# Space Marine Scout Spam



## Duke Vorian (Jun 21, 2008)

Their is a campagin going on in my store and theirs a power gamer their who runs a list that I guess "Spams Space Marines Scouts", says an employee their. 

I saw him playing a battle and asked him if he has nothing but scouts and he replied that he pretty much does along with a couple jump pack squads with nothing but power weapons. He says how if he gets first turn its devastating but if he gets 2nd not so much. 

I didn't get to pursue my questioning any further 'cause I had my own battle to play but am pretty interested, more so concerned, about this list. 
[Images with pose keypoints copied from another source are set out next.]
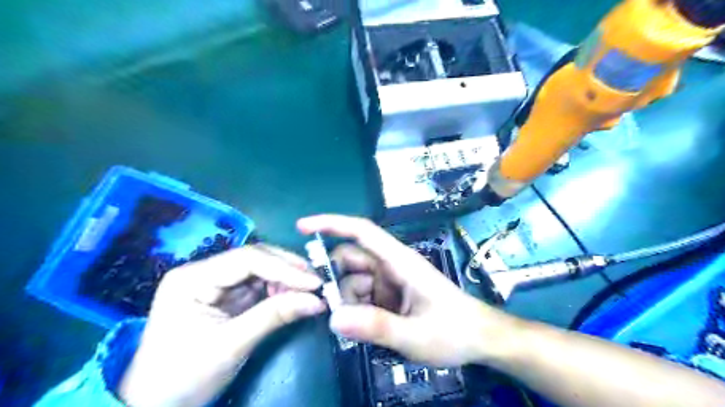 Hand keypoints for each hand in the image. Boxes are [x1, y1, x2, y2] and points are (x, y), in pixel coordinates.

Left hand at [119, 244, 325, 406]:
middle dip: (288, 270)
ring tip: (310, 292)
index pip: (247, 260)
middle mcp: (204, 272)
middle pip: (255, 259)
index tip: (314, 281)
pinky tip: (295, 296)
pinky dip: (280, 289)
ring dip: (287, 279)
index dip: (284, 268)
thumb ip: (275, 317)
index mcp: (193, 278)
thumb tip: (317, 301)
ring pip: (261, 270)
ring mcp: (216, 283)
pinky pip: (260, 285)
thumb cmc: (184, 377)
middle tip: (317, 283)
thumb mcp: (231, 345)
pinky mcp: (227, 296)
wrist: (156, 406)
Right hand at [294, 214, 508, 367]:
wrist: (480, 339)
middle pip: (351, 260)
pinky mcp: (389, 295)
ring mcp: (389, 280)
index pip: (362, 232)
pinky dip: (356, 310)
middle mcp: (391, 265)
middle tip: (332, 310)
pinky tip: (366, 329)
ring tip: (360, 328)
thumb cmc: (454, 331)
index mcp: (400, 261)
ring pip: (353, 281)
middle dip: (336, 281)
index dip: (332, 224)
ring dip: (347, 302)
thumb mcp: (415, 335)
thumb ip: (377, 326)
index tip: (303, 227)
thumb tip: (333, 317)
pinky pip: (362, 296)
Any ideas what this could be like or is like? How you would counter something like this?


----------



## Ferik (Nov 5, 2008)

My first thought would be to run a ton of armour against him since anly the scout Seargeant could possibly have a combi-melta and 1 scout can have a missile launcher, the Assault Squad (which sounds like Vanguard) may have Melta-Bombs so over all he would have minimal anti-tank capibility which should allow you to shoot him up nicely especially with 4+ saves for the Scouts (if in couver ht with heavy flamers).

Anyways my 2 cents.


----------



## Ordo Xeno Commander (Jan 17, 2007)

unless he put them in cover with camo cloaks, then they get a 3+ cover.

I can see the cheese, just so many bodies.


----------



## spike12225 (Aug 21, 2008)

i'd say cheese in 4th ed rules with bs ws 4 now there just tougher gaurd its crap even gaurd veterans are bs 4 and scouts where the best of the best warriors on there world


----------



## Someguy (Nov 19, 2007)

The only thing to really watch for is if he has a bunch of land speeder storms. He can use those to get first turn assaults almost anywhere, so tanks with rear armour 10 won't exist any more. However, the units in these storms won't be all that tough so you can probably take them in CC without too much trouble.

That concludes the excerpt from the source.